§ Stored data entries
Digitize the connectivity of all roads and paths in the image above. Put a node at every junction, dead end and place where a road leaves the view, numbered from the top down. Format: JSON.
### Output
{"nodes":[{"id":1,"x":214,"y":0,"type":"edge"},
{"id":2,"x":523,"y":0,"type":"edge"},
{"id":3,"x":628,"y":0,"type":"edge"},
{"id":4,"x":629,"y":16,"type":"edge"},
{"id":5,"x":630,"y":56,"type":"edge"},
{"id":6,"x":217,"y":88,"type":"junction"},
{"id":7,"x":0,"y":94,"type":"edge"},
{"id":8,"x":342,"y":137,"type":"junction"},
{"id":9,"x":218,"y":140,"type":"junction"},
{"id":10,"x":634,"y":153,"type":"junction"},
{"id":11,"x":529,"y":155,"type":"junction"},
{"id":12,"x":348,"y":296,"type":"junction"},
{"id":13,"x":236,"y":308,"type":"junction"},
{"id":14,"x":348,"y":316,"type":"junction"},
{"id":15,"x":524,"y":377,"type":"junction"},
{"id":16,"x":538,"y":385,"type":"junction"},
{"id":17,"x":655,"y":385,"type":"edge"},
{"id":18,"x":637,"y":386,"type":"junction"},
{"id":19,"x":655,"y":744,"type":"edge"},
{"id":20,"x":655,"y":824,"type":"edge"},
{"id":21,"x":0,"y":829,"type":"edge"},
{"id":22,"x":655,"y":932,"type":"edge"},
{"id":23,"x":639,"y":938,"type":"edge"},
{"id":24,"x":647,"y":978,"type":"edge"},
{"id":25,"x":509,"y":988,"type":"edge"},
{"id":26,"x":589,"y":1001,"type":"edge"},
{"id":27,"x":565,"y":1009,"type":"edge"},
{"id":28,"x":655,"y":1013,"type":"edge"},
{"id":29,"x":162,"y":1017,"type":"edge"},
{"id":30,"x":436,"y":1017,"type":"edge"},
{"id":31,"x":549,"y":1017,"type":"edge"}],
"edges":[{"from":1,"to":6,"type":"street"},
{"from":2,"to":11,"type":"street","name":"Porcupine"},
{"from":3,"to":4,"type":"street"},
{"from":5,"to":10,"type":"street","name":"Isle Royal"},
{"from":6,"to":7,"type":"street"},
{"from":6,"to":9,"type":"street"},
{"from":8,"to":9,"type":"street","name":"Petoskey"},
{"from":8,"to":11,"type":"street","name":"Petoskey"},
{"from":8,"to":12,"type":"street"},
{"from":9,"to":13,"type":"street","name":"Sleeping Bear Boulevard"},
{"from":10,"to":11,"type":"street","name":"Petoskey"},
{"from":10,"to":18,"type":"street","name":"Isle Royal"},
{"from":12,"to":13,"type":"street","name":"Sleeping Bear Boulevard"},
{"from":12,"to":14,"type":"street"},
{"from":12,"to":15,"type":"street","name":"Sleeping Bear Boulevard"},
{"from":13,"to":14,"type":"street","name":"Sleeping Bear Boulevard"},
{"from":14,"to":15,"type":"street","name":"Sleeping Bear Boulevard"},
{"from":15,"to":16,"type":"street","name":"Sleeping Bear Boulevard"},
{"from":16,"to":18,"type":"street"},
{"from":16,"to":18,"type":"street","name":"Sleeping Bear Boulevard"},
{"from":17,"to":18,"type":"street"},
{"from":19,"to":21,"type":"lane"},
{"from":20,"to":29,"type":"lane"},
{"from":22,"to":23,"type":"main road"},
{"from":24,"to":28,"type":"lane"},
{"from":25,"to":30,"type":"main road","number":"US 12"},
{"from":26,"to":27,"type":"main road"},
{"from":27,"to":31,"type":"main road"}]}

§ Problem to work on
For the string "Isle", go through the entries above and copy each line where it occurs.

§ Exercise solution
{"from":5,"to":10,"type":"street","name":"Isle Royal"},
{"from":10,"to":18,"type":"street","name":"Isle Royal"},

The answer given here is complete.